= Work instructions =
Using the data below, report how many lines hold the word "السور". Include nothing else in the reply.

= Data to use =
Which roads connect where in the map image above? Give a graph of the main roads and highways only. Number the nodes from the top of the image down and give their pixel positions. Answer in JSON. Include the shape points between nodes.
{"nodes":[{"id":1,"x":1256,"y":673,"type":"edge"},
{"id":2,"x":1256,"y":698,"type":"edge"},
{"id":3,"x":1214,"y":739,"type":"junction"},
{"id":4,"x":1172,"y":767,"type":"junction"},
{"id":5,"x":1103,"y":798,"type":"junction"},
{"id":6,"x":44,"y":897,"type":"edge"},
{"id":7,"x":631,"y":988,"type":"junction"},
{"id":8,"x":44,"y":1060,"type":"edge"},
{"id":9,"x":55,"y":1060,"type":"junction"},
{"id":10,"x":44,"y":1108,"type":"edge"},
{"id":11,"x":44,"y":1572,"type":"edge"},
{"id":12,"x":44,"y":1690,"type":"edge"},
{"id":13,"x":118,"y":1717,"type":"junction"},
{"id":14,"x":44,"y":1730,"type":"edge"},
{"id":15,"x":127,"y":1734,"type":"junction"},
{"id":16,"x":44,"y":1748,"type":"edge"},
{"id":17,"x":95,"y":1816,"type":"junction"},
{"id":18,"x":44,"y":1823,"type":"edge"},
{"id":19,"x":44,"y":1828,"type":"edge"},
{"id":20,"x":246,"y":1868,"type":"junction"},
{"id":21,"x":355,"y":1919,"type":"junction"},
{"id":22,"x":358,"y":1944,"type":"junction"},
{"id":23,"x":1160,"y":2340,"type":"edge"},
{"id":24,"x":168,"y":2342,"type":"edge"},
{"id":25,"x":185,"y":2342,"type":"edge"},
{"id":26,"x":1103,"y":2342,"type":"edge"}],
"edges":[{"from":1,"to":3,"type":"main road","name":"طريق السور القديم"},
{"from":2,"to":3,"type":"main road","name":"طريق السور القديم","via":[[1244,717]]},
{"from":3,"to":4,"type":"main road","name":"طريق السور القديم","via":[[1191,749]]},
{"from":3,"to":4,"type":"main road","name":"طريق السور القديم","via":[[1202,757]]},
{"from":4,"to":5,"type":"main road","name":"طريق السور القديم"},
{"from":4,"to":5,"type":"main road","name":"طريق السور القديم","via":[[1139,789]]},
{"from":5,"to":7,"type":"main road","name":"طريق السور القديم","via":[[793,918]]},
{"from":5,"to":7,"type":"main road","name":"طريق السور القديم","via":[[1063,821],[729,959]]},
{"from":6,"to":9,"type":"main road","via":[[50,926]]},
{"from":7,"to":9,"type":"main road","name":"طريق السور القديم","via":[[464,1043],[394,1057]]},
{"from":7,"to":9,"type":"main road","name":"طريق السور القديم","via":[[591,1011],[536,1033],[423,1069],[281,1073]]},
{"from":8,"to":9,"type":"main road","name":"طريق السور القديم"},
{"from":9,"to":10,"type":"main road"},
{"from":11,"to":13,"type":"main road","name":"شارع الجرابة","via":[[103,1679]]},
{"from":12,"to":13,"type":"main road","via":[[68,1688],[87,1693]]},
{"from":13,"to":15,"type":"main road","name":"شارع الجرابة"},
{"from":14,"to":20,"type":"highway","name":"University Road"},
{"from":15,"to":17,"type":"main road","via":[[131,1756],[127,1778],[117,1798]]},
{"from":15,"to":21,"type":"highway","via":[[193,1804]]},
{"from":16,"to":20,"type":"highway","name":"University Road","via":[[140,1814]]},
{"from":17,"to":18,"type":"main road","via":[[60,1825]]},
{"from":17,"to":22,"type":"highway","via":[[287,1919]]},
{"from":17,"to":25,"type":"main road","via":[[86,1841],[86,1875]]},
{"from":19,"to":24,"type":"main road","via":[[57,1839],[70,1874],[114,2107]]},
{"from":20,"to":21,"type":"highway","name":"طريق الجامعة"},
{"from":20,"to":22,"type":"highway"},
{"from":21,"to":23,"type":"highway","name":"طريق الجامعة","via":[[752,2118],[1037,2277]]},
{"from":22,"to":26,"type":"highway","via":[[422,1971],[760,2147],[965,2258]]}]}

= Completed exercise =
11